In der untersuchten Gesteinsschicht haben sich über Jahrtausende Sedimente angesammelt.
In der untersuchten Gesteinsschicht haben sich über Jahrtausende Sedimente angesammelt.

© NOVA, HHMI Tangled Bank Studios & Handful of Films

„Es ist toll, dass Analysen von so altem Erbgut funktionieren“, sagt Matthias Meyer, der am Max-Planck-Institut für evolutionäre Anthropologie (EVA) in Leipzig Methoden zur Untersuchung von alter DNA entwickelt. So zeigten der Paläogenetiker und seine Gruppe bereits 2017, dass man in den Ablagerungen am Boden einer Höhle das Erbgut von Frühmenschen und Tieren isolieren kann, die vor sehr vielen Jahrtausenden zwar dort gelebt hatten, von denen bisher aber keine Überreste aufgetaucht waren. So ähnlich rekonstruierte jetzt auch das Team um die dänischen Forscher die Natur, die vor zwei Millionen Jahren die grönländische Halbinsel prägte.

„Sehr überrascht hat mich die Analyse dieses alten Erbguts allerdings nicht“, sagt Meyer. Schließlich geht es Paläogenetikern manchmal ähnlich wie Spitzensportlern: Für einen Weltrekord müssen sie einerseits wie der Leipziger EVA-Forscher eine ausgetüftelte Technik perfektionieren, brauchen andererseits aber auch möglichst gute Bedingungen.

Die DNA-Fragmente wurden aus dem Material von Bohrkernen gewonnen.
Die DNA-Fragmente wurden aus dem Material von Bohrkernen gewonnen.

© NOVA, HHMI Tangled Bank Studios & Handful of Films

Bei Päläogenetikern kommt es auf die Randbedingungen an: „Lagert das Erbgut dauerhaft bei möglichst niedrigen Temperaturen, wird es nur langsam abgebaut und lässt sich noch lange nach dem Tod des Individuums analysieren“, erklärt Meyer. Bei sehr guten Verhältnissen könnten Analysen auch einiger Millionen Jahre alter DNA möglich sein.

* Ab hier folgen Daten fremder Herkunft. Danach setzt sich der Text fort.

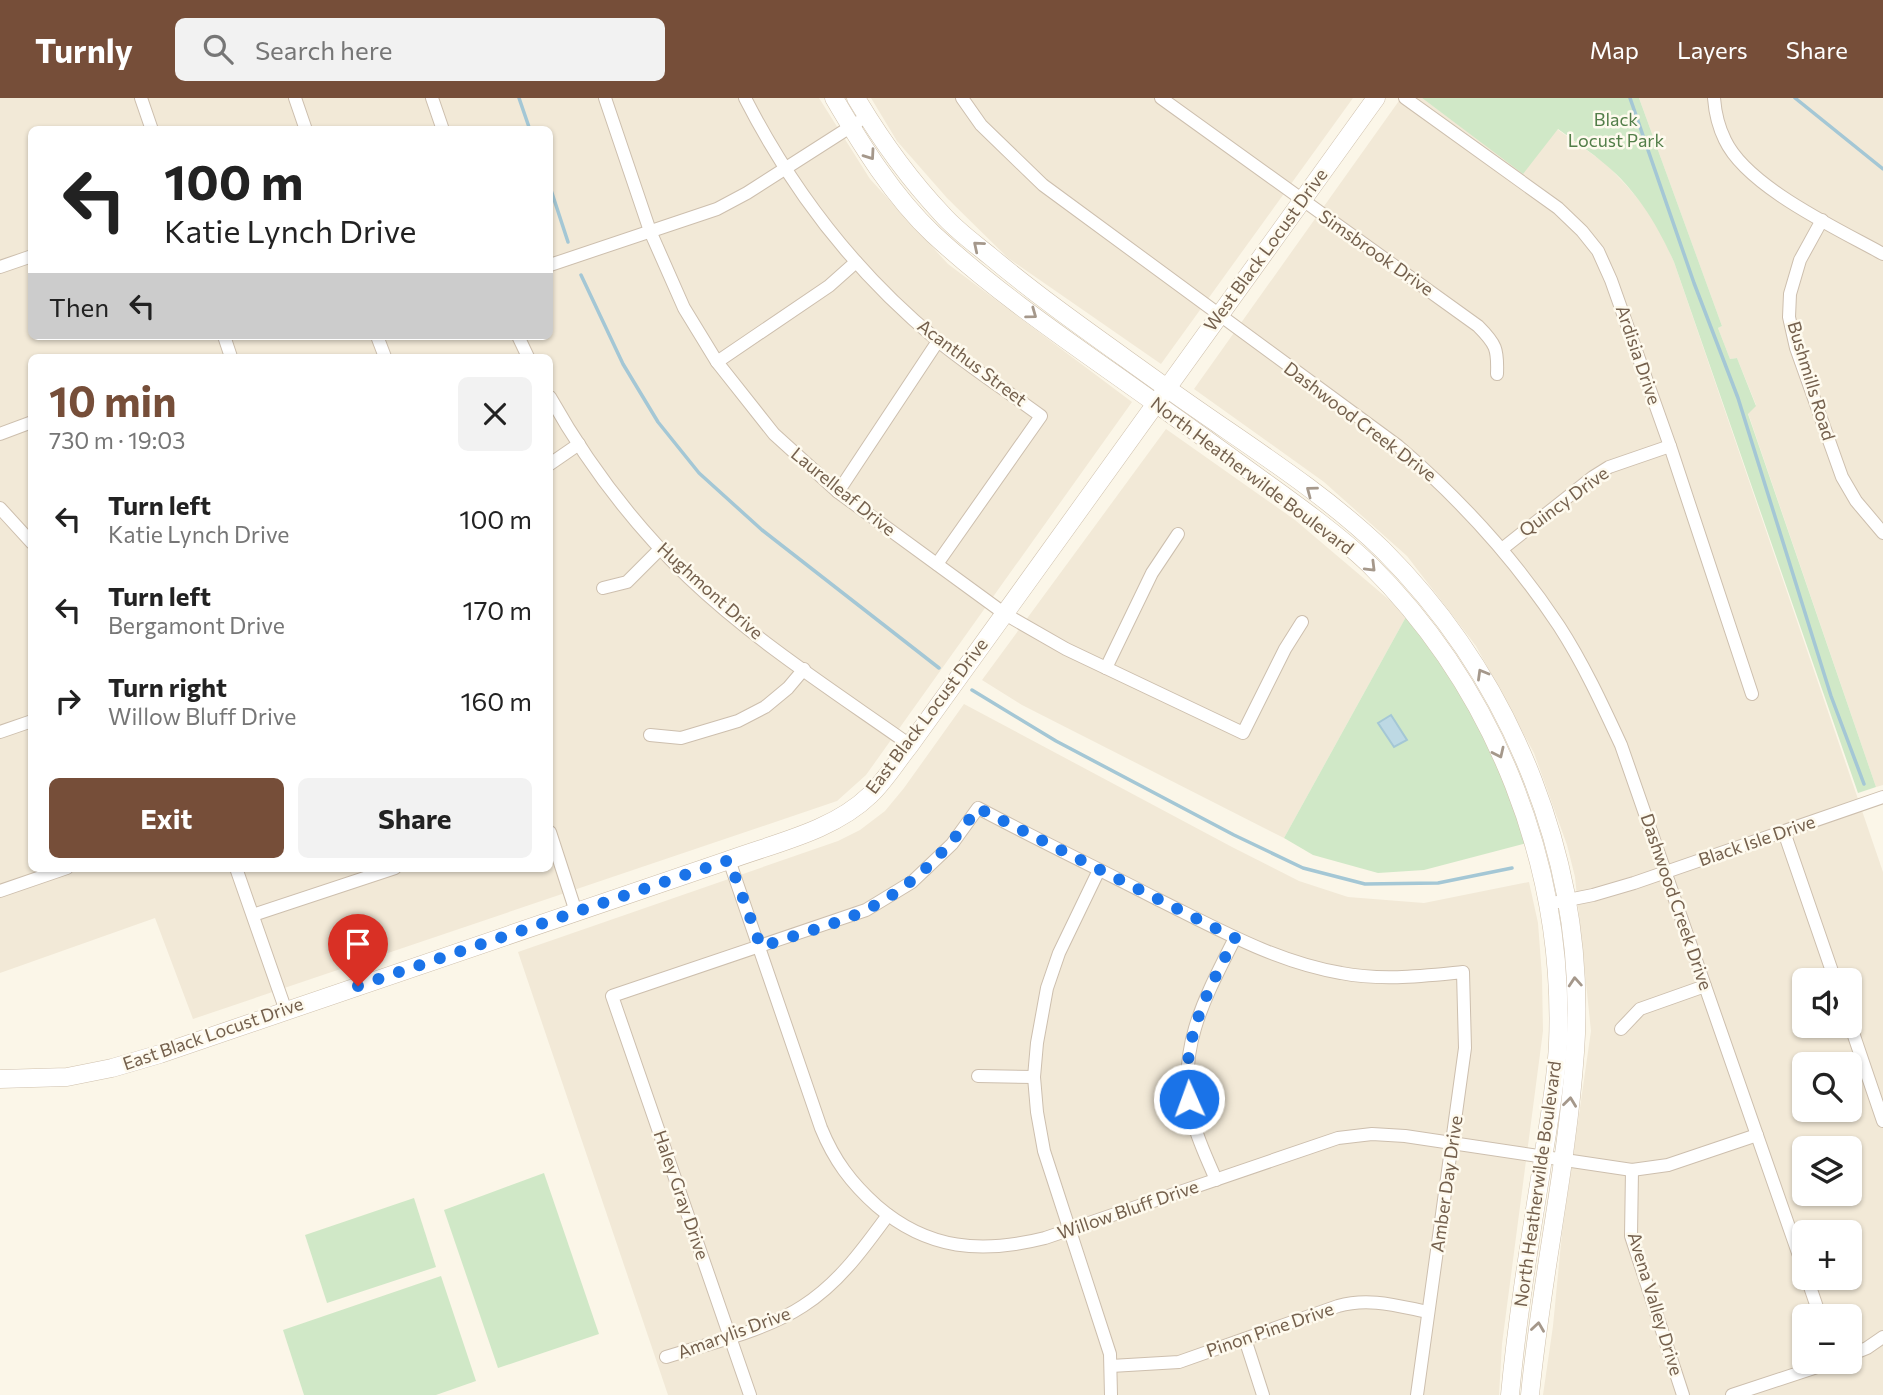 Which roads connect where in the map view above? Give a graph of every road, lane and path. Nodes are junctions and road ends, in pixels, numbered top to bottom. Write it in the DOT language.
graph roads {
  1 [pos="141,98"];
  2 [pos="295,98"];
  3 [pos="432,98"];
  4 [pos="605,98"];
  5 [pos="745,98"];
  6 [pos="834,98"];
  7 [pos="856,98"];
  8 [pos="962,98"];
  9 [pos="1161,98"];
  10 [pos="1376,98"];
  11 [pos="1405,98"];
  12 [pos="1714,98"];
  13 [pos="867,117"];
  14 [pos="151,126"];
  15 [pos="305,126"];
  16 [pos="442,126"];
  17 [pos="851,127"];
  18 [pos="785,169"];
  19 [pos="1301,200"];
  20 [pos="1822,220"];
  21 [pos="650,231"];
  22 [pos="1883,254"];
  23 [pos="28,257"];
  24 [pos="856,262"];
  25 [pos="553,264"];
  26 [pos="0,267"];
  27 [pos="1219,316"];
  28 [pos="938,341"];
  29 [pos="717,362"];
  30 [pos="1497,374"];
  31 [pos="1167,388"];
  32 [pos="553,402"];
  33 [pos="1157,404"];
  34 [pos="28,423"];
  35 [pos="0,433"];
  36 [pos="579,444"];
  37 [pos="1670,446"];
  38 [pos="553,462"];
  39 [pos="838,492"];
  40 [pos="0,508"];
  41 [pos="1883,533"];
  42 [pos="1178,534"];
  43 [pos="28,539"];
  44 [pos="1502,549"];
  45 [pos="660,550"];
  46 [pos="936,564"];
  47 [pos="603,588"];
  48 [pos="1004,614"];
  49 [pos="1302,622"];
  50 [pos="1106,668"];
  51 [pos="804,669"];
  52 [pos="1752,694"];
  53 [pos="28,722"];
  54 [pos="0,732"];
  55 [pos="650,735"];
  56 [pos="910,745"];
  57 [pos="1883,797"];
  58 [pos="1784,832"];
  59 [pos="553,841"];
  60 [pos="729,860"];
  61 [pos="1099,870"];
  62 [pos="55,872"];
  63 [pos="237,872"];
  64 [pos="383,872"];
  65 [pos="1667,872"];
  66 [pos="0,891"];
  67 [pos="1567,901"];
  68 [pos="1548,904"];
  69 [pos="576,912"];
  70 [pos="253,915"];
  71 [pos="1235,938"];
  72 [pos="761,947"];
  73 [pos="1831,968"];
  74 [pos="1705,986"];
  75 [pos="286,1010"];
  76 [pos="1621,1029"];
  77 [pos="1855,1038"];
  78 [pos="978,1076"];
  79 [pos="1034,1077"];
  80 [pos="0,1079"];
  81 [pos="1883,1121"];
  82 [pos="1757,1135"];
  83 [pos="1453,1143"];
  84 [pos="1543,1155"];
  85 [pos="1563,1158"];
  86 [pos="1632,1170"];
  87 [pos="1216,1180"];
  88 [pos="888,1216"];
  89 [pos="1070,1230"];
  90 [pos="1792,1236"];
  91 [pos="1428,1312"];
  92 [pos="730,1336"];
  93 [pos="1883,1337"];
  94 [pos="1245,1339"];
  95 [pos="1862,1350"];
  96 [pos="666,1357"];
  97 [pos="1111,1366"];
  98 [pos="1796,1374"];
  99 [pos="750,1395"];
  100 [pos="1111,1395"];
  101 [pos="1263,1395"];
  102 [pos="1417,1395"];
  103 [pos="1510,1395"];
  104 [pos="1530,1395"];
  105 [pos="1683,1395"];
  106 [pos="1732,1395"];
  1 -- 14 [label="street"];
  2 -- 15 [label="street"];
  3 -- 16 [label="street"];
  4 -- 21 [label="street, Laurelleaf Drive"];
  5 -- 18 [label="street, Acanthus Street"];
  6 -- 17 [label="main road, North Heatherwilde Boulevard"];
  7 -- 13 [label="main road, North Heatherwilde Boulevard"];
  8 -- 27 [label="street, Dashwood Creek Drive"];
  9 -- 19 [label="street, Simsbrook Drive"];
  10 -- 19 [label="main road, West Black Locust Drive"];
  11 -- 37 [label="street, Ardisia Drive"];
  12 -- 20 [label="street"];
  13 -- 17 [label="street"];
  31 -- 13 [label="main road, North Heatherwilde Boulevard, one-way"];
  17 -- 18 [label="street"];
  17 -- 33 [label="main road, North Heatherwilde Boulevard, one-way"];
  18 -- 21 [label="street"];
  18 -- 24 [label="street, Acanthus Street"];
  19 -- 27 [label="main road, West Black Locust Drive"];
  19 -- 30 [label="street, Simsbrook Drive"];
  20 -- 22 [label="street"];
  20 -- 41 [label="street, Bushmills Road"];
  21 -- 25 [label="street"];
  21 -- 29 [label="street, Laurelleaf Drive"];
  23 -- 26 [label="street"];
  24 -- 28 [label="street, Acanthus Street"];
  24 -- 29 [label="street"];
  27 -- 31 [label="main road, West Black Locust Drive"];
  27 -- 44 [label="street, Dashwood Creek Drive"];
  28 -- 39 [label="street"];
  28 -- 46 [label="street, Acanthus Street"];
  29 -- 39 [label="street, Laurelleaf Drive"];
  31 -- 33 [label="main road, West Black Locust Drive"];
  67 -- 31 [label="main road, North Heatherwilde Boulevard, one-way"];
  32 -- 36 [label="street, Hughmont Drive"];
  33 -- 48 [label="main road, East Black Locust Drive"];
  33 -- 68 [label="main road, North Heatherwilde Boulevard, one-way"];
  34 -- 35 [label="street"];
  36 -- 38 [label="street"];
  36 -- 45 [label="street, Hughmont Drive"];
  37 -- 44 [label="street, Quincy Drive"];
  37 -- 52 [label="street, Ardisia Drive"];
  39 -- 46 [label="street, Laurelleaf Drive"];
  40 -- 43 [label="street"];
  42 -- 50 [label="street"];
  44 -- 65 [label="street, Dashwood Creek Drive"];
  45 -- 47 [label="street"];
  45 -- 51 [label="street, Hughmont Drive"];
  46 -- 48 [label="street, Laurelleaf Drive"];
  48 -- 50 [label="street, Laurelleaf Drive"];
  48 -- 56 [label="main road, East Black Locust Drive"];
  49 -- 50 [label="street, Laurelleaf Drive"];
  51 -- 55 [label="street"];
  51 -- 56 [label="street, Hughmont Drive"];
  53 -- 54 [label="street"];
  56 -- 60 [label="main road, East Black Locust Drive"];
  57 -- 58 [label="street, Black Isle Drive"];
  58 -- 65 [label="street, Black Isle Drive"];
  58 -- 73 [label="street"];
  59 -- 69 [label="street"];
  60 -- 69 [label="main road, East Black Locust Drive"];
  60 -- 72 [label="street, Willow Bluff Drive"];
  61 -- 71 [label="street"];
  61 -- 72 [label="street"];
  61 -- 79 [label="street"];
  62 -- 66 [label="street"];
  63 -- 70 [label="street"];
  64 -- 70 [label="street"];
  65 -- 67 [label="street, Black Isle Drive"];
  65 -- 74 [label="street, Dashwood Creek Drive"];
  67 -- 68 [label="street, Black Isle Drive"];
  85 -- 67 [label="main road, North Heatherwilde Boulevard, one-way"];
  68 -- 84 [label="main road, North Heatherwilde Boulevard"];
  69 -- 75 [label="main road, East Black Locust Drive"];
  70 -- 75 [label="street"];
  71 -- 83 [label="street, Amber Day Drive"];
  71 -- 87 [label="street"];
  72 -- 88 [label="street, Willow Bluff Drive"];
  72 -- 92 [label="street, Haley Gray Drive"];
  74 -- 76 [label="street"];
  74 -- 82 [label="street, Dashwood Creek Drive"];
  75 -- 80 [label="main road, East Black Locust Drive"];
  77 -- 81 [label="street"];
  78 -- 79 [label="street"];
  79 -- 89 [label="street"];
  82 -- 86 [label="street, Willow Bluff Drive"];
  82 -- 90 [label="street, Dashwood Creek Drive"];
  83 -- 84 [label="street, Willow Bluff Drive"];
  83 -- 87 [label="street, Willow Bluff Drive"];
  83 -- 91 [label="street, Amber Day Drive"];
  84 -- 85 [label="street, Willow Bluff Drive"];
  84 -- 103 [label="main road, North Heatherwilde Boulevard"];
  85 -- 86 [label="street, Willow Bluff Drive"];
  104 -- 85 [label="main road, North Heatherwilde Boulevard, one-way"];
  86 -- 105 [label="street, Avena Valley Drive"];
  87 -- 89 [label="street, Willow Bluff Drive"];
  88 -- 89 [label="street, Willow Bluff Drive"];
  88 -- 92 [label="street, Amarylis Drive"];
  89 -- 97 [label="street"];
  91 -- 94 [label="street, Pinon Pine Drive"];
  91 -- 102 [label="street, Amber Day Drive"];
  92 -- 96 [label="street, Amarylis Drive"];
  92 -- 99 [label="street, Haley Gray Drive"];
  93 -- 95 [label="street"];
  94 -- 97 [label="street, Pinon Pine Drive"];
  94 -- 101 [label="street"];
  97 -- 100 [label="street"];
  98 -- 106 [label="street"];
}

Eine der Schwierigkeiten solcher Analysen ist die genaue Altersbestimmung. Dem Team der dänischen Forscher kam der Zufall zu Hilfe: Geologische Untersuchungen zeigten, dass sich in der Zeit, in der sich die Sedimentschichten abgelagert hatten, das Erdmagnetfeld umgekehrt hatte. Da solche Ereignisse recht gut bekannt sind, kommen nur zwei solcher Umpolungen vor entweder 1,93 oder vor 2,14 Millionen Jahren infrage, die mit den erheblich ungenaueren Altersbestimmungen übereinstimmen. Beide Möglichkeiten bedeuten, dass dem Forschungsteam mit der Analyse ein neuer Weltrekord für die älteste je sequenzierte DNA gelungen ist.

Der neue Rekord wurde auch durch die Ton-Mineralien begünstigt, aus der die Gruppe das Erbgut isolierte. Besonders die Oberfläche der mit Wasser aufquellenden Smektit-Minerale hält DNA nach diesen Untersuchungen sehr gut fest. Vielleicht könnte sich in solchen Mineralien auch in wärmeren Regionen wie in Afrika noch Erbgut von Frühmenschen erhalten haben, hofft Eske Willerslev.

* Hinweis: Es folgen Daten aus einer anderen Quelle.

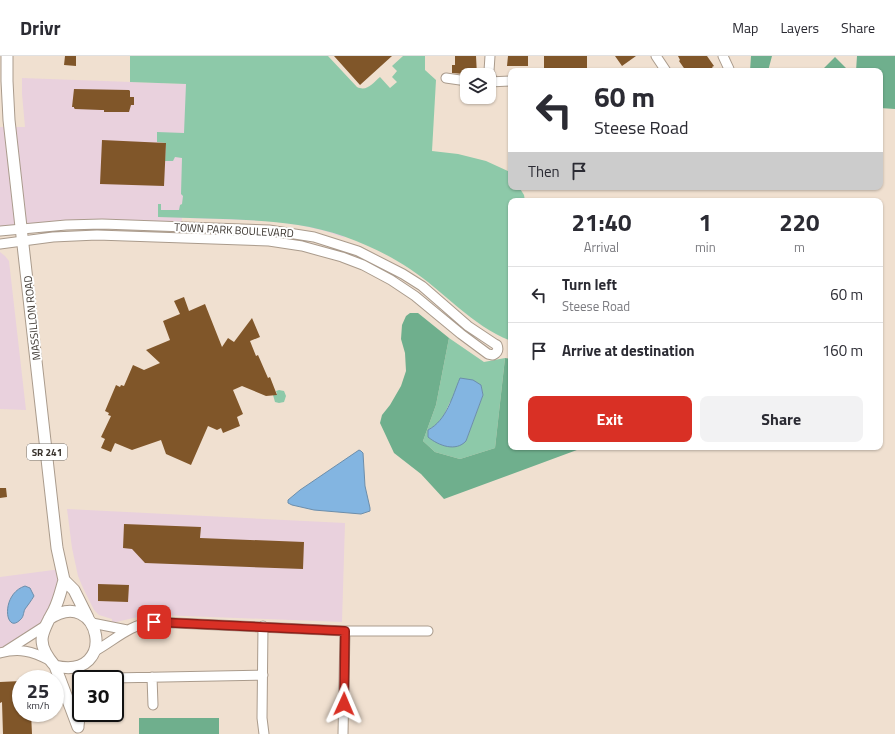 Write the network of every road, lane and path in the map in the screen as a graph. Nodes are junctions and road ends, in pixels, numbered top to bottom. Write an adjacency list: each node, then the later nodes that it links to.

Mit verfeinerten Methoden dringt die Paläogenetik immer weiter in die Vergangenheit des Lebens auf der Erde vor.
Mit verfeinerten Methoden dringt die Paläogenetik immer weiter in die Vergangenheit des Lebens auf der Erde vor.

© NOVA, HHMI Tangled Bank Studios & Handful of Films

Die Analyse der insgesamt 41 Proben eröffnet nun einen neuen Einblick in die Natur im Norden Grönlands vor rund zwei Millionen Jahren: Damals lagen die Temperaturen im Sommer im Durchschnitt bei rund zehn Grad Celsius deutlich über dem Gefrierpunkt. In der langen Polarnacht sackten sie allerdings auf rund minus 17 Grad Celsius ab. Insgesamt war es damals dort mehr als zehn Grad wärmer als im 20. Jahrhundert. Vor rund zwei Millionen Jahren ähnelten die Temperaturen also denen, die im Klimawandel in absehbarer Zukunft dort erwartet werden.

Die vor rund 10.000 Jahren ausgestorbenen Mastodonten-Rüsseltiere, deren Erbgut Willerslev und Team in der Kap-København-Schicht nachweisen konnten, werden zwar nicht zurückkehren. Schon bessere Chancen hätten aber die lichten Wälder aus Pappeln, Birken und Nadelbäumen aus der Verwandtschaft der Lebensbäume, die im zwei Millionen Jahre alten Ton nachgewiesen wurden.

Auch die arktischen Büsche und Kräuter, von denen ebenfalls DNA isoliert wurde, gibt es heute noch und sie kommen für eine Wiederbesiedlung in Frage. Trotzdem dürfte das vor zwei Millionen Jahren dort florierende Ökosystem im Klimawandel kaum zurückkehren, weil wichtige Teile wie die Mastodonten für immer verschwunden sind.